Shinonome (東雲, ”Daybreak”) was the sixth of twenty-four s, built for the Imperial Japanese Navy following World War I.

==History==
Construction of the advanced Fubuki-class destroyers was authorized as part of the Imperial Japanese Navy's expansion program from fiscal year 1923, intended to give Japan a qualitative edge with the world's most modern ships. The Fubuki class had performance that was a quantum leap over previous destroyer designs, so much so that they were designated Special Type destroyers (特型, Tokugata). The large size, powerful engines, high speed, large radius of action and unprecedented armament gave these destroyers the firepower similar to many light cruisers in other navies. Shinonome, built at the Sasebo Naval Arsenal was laid down on 12 August 1926, launched on 26 November 1927 and commissioned on 25 July 1928. Originally assigned hull designation “Destroyer No. 40”, she was completed as Shinonome.

==Operational history==
On completion, Shinonome was assigned to Destroyer Division 12 under the IJN 2nd Fleet. During the Second Sino-Japanese War, Shinonome was assigned to patrols of the southern China coast, and participated in the Invasion of French Indochina in 1940.

===World War II history===
At the time of the attack on Pearl Harbor, Shinonome was assigned to Destroyer Division 12 of Destroyer Squadron 3 of the IJN 1st Fleet, and had deployed from Kure Naval District to the port of Samah on Hainan Island. From 4 December to 12 December, she covered Japanese landings at Kota Bharu in Malaya.

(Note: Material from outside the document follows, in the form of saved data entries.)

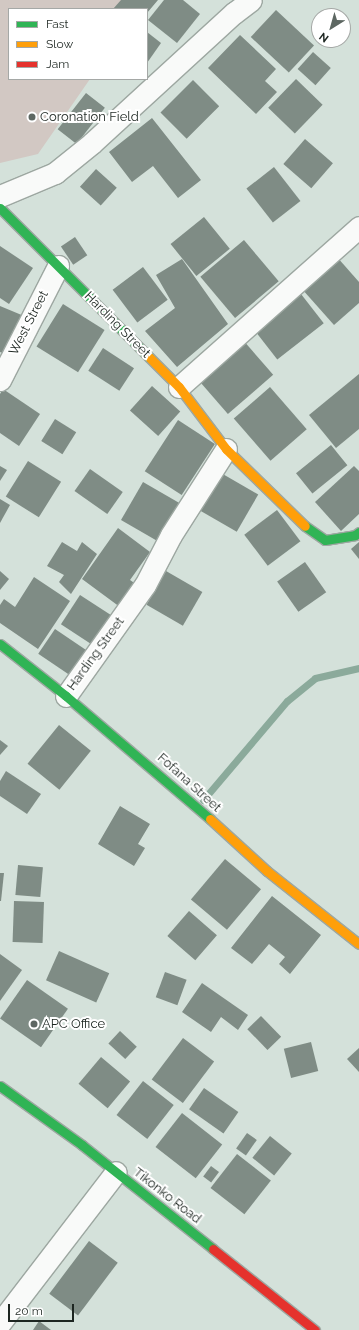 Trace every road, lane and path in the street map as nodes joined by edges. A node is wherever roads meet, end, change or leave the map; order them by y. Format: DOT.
graph roads {
  1 [pos="251,0"];
  2 [pos="0,196"];
  3 [pos="0,208"];
  4 [pos="359,227"];
  5 [pos="58,266"];
  6 [pos="0,380"];
  7 [pos="179,387"];
  8 [pos="226,449"];
  9 [pos="359,532"];
  10 [pos="0,644"];
  11 [pos="66,696"];
  12 [pos="359,944"];
  13 [pos="0,1086"];
  14 [pos="116,1172"];
  15 [pos="0,1324"];
  16 [pos="315,1330"];
  1 -- 2 [label="street"];
  3 -- 5 [label="street, Harding Street"];
  4 -- 7 [label="street"];
  5 -- 6 [label="street, West Street"];
  5 -- 7 [label="street, Harding Street"];
  7 -- 8 [label="street, Harding Street"];
  8 -- 9 [label="street, Harding Street"];
  8 -- 11 [label="street, Harding Street"];
  10 -- 11 [label="street, Fofana Street"];
  11 -- 12 [label="street, Fofana Street"];
  13 -- 14 [label="street, Tikonko Road"];
  14 -- 15 [label="street"];
  14 -- 16 [label="street, Tikonko Road"];
}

From 16 December, Shinonome was assigned to cover Japanese landings during "Operation B", the invasion of British Borneo. The Shinonome was sunk on 17 December 1941, after being struck by two bombs from a Dornier Do 24 flying boat X-32 of the Royal Dutch Naval Air Group GVT-7, which detonated her aft magazine. The Shinonome exploded and sank with all hands in the vicinity of Miri, Sarawak

On 15 January 1942, Shinonome was struck from the navy list.

===Shinonome wreckage===
The exact position of the wreck of Shinonome remains unknown, but it likely lies somewhere between Seria, Brunei to the north, and Miri town itself. Wreck researchers, including a team based in Miri and with help from the Netherlands, have been searching for the ship's remains since 2004, but a 2023 expedition failed to find them. The position, orientation and condition of the wreck will help to resolve the lingering uncertainty about the circumstances surrounding Shinonomes sinking.